>>>>

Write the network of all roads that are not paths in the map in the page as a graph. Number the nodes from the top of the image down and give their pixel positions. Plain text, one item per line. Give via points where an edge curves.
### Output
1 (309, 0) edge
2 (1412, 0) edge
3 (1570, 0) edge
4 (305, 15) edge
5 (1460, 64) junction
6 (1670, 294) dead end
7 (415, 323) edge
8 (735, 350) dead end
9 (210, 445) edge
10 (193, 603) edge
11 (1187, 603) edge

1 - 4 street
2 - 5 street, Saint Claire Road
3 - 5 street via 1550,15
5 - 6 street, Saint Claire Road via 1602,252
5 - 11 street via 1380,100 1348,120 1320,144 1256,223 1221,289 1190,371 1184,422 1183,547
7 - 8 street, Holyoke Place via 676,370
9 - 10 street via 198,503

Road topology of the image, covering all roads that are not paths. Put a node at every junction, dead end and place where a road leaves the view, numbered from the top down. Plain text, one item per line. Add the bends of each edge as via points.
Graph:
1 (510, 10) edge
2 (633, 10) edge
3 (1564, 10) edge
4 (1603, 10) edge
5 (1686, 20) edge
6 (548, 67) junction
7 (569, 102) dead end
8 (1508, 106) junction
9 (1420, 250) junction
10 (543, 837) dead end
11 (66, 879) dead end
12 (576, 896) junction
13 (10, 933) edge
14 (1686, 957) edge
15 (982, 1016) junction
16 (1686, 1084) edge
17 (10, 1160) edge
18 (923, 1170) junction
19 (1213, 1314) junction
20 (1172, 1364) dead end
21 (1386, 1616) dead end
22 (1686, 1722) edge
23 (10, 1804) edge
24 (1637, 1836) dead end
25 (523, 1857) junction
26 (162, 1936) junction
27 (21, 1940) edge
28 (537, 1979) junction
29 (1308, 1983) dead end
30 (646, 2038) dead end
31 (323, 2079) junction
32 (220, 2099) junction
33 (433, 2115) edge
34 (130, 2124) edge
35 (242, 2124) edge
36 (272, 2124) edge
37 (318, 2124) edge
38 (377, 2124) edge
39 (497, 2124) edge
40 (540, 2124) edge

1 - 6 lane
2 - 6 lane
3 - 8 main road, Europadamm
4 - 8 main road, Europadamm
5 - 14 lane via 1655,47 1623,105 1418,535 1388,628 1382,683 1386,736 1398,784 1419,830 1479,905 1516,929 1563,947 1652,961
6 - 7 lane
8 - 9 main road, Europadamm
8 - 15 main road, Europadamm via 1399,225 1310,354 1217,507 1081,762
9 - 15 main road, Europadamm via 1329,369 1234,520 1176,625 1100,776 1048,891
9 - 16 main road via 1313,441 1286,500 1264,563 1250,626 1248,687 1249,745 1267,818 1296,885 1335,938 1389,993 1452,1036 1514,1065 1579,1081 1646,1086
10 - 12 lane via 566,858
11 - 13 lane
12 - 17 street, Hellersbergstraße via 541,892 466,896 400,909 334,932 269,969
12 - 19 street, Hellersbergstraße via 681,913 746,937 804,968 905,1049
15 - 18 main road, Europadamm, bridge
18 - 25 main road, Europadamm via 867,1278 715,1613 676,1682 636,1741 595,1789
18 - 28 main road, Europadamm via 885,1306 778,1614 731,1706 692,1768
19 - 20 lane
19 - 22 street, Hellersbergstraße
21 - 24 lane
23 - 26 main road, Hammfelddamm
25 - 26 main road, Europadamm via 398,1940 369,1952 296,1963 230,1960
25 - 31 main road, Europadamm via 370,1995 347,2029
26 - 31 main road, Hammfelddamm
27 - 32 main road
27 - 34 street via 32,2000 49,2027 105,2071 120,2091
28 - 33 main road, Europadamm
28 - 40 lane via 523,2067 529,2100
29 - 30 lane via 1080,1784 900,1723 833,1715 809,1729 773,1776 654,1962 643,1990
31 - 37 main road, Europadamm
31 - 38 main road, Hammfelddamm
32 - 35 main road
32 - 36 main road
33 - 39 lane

<<<<

» REQUIRED ACTION
Every line in the records above with the string "paths" in it should be shown.

» RESPONSE FOR THIS EXERCISE
Write the network of all roads that are not paths in the map in the page as a graph. Number the nodes from the top of the image down and give their pixel positions. Plain text, one item per line. Give via points where an edge curves.
Road topology of the image, covering all roads that are not paths. Put a node at every junction, dead end and place where a road leaves the view, numbered from the top down. Plain text, one item per line. Add the bends of each edge as via points.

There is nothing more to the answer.